BEGIN Task inputs

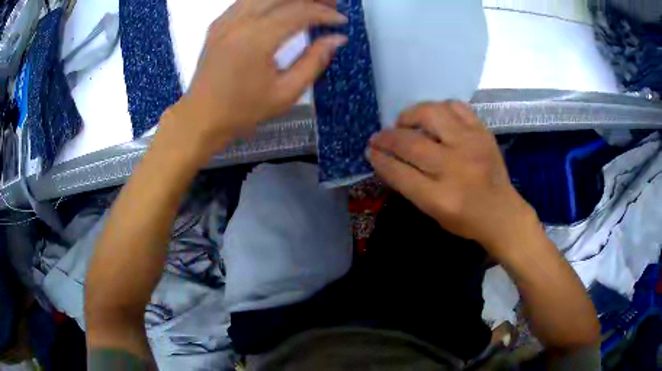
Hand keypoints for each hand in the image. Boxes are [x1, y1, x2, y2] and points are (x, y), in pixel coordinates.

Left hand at [167, 0, 347, 157]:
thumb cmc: (242, 110)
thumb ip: (314, 61)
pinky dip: (269, 1)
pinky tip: (281, 8)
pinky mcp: (218, 23)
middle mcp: (239, 22)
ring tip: (310, 4)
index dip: (324, 13)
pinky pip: (248, 0)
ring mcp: (225, 20)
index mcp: (255, 40)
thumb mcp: (286, 93)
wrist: (201, 117)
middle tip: (331, 5)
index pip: (298, 12)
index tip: (342, 22)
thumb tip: (337, 39)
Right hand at [367, 102, 537, 254]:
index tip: (370, 151)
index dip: (380, 159)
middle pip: (411, 142)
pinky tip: (434, 118)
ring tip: (405, 123)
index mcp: (441, 197)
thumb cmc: (466, 219)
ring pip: (432, 114)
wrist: (503, 213)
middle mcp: (456, 167)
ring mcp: (472, 145)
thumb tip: (385, 158)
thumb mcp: (432, 212)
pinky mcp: (483, 133)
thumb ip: (409, 185)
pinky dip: (439, 108)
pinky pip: (456, 107)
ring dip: (411, 115)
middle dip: (387, 137)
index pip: (399, 172)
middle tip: (379, 137)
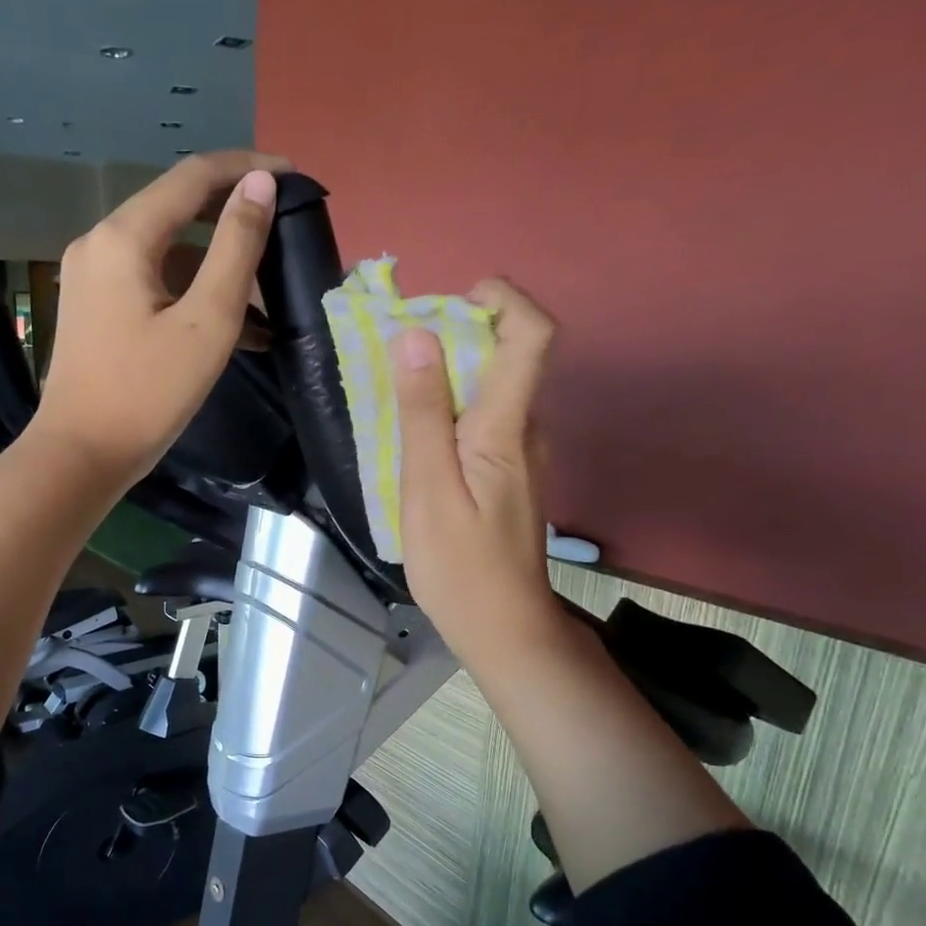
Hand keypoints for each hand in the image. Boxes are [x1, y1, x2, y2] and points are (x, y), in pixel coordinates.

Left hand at [31, 150, 290, 487]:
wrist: (81, 456)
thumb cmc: (147, 394)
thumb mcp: (206, 322)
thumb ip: (236, 248)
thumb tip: (259, 185)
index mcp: (124, 237)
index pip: (192, 177)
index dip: (247, 169)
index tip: (293, 177)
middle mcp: (99, 243)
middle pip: (176, 209)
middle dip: (232, 218)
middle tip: (282, 232)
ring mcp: (91, 277)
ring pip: (165, 252)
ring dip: (215, 267)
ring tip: (266, 299)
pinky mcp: (93, 308)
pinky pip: (150, 283)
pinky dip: (188, 294)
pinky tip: (228, 325)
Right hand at [393, 279, 563, 671]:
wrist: (502, 627)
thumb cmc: (459, 565)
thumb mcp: (428, 488)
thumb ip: (423, 414)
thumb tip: (417, 336)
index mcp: (506, 427)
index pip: (531, 335)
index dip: (502, 298)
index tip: (451, 299)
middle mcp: (525, 430)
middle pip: (508, 356)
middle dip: (456, 335)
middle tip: (397, 353)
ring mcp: (520, 455)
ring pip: (491, 391)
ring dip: (447, 375)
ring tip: (394, 394)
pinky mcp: (508, 476)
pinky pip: (483, 422)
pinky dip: (450, 411)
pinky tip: (415, 440)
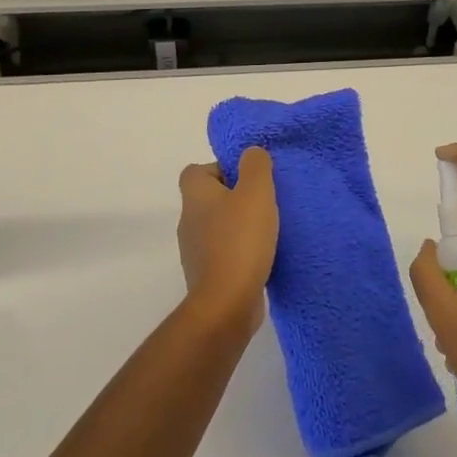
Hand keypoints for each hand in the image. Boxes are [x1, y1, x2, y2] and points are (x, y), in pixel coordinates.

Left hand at [177, 148, 277, 340]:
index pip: (197, 171)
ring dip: (239, 226)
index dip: (221, 169)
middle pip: (209, 198)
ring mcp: (195, 251)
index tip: (248, 178)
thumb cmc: (241, 240)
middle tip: (264, 202)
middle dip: (236, 197)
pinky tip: (262, 256)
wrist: (227, 303)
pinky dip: (240, 251)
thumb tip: (251, 153)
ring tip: (268, 230)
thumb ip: (255, 165)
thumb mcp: (256, 192)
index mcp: (195, 196)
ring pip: (217, 227)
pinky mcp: (207, 275)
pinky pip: (224, 253)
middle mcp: (189, 221)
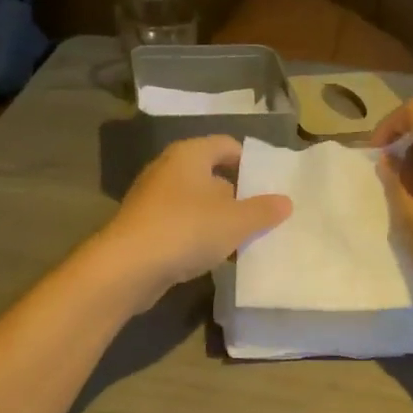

END Task inputs

What needs to be done: Reproduce each line from the data that has "hand" in it.

Output for this exercise:
Hand keypoints for each hand in the image. Boxes are [x1, y1, x2, y2] and points are (x, y), in pixel coordinates.
Left hand at [167, 0, 347, 157]:
Right hand at [367, 102, 537, 254]:
Hand keypoints for each hand in the image. Boxes are [x1, y1, x2, y2] and points are (x, y), in pixel coordinates.
Left hand at [31, 150, 290, 487]:
Right hand at [393, 279, 563, 671]:
Hand keypoints for each hand in the image. Boxes are [x1, y1, x2, y2] and points are (x, y), in pixel coordinates.
Left hand at [177, 148, 277, 340]:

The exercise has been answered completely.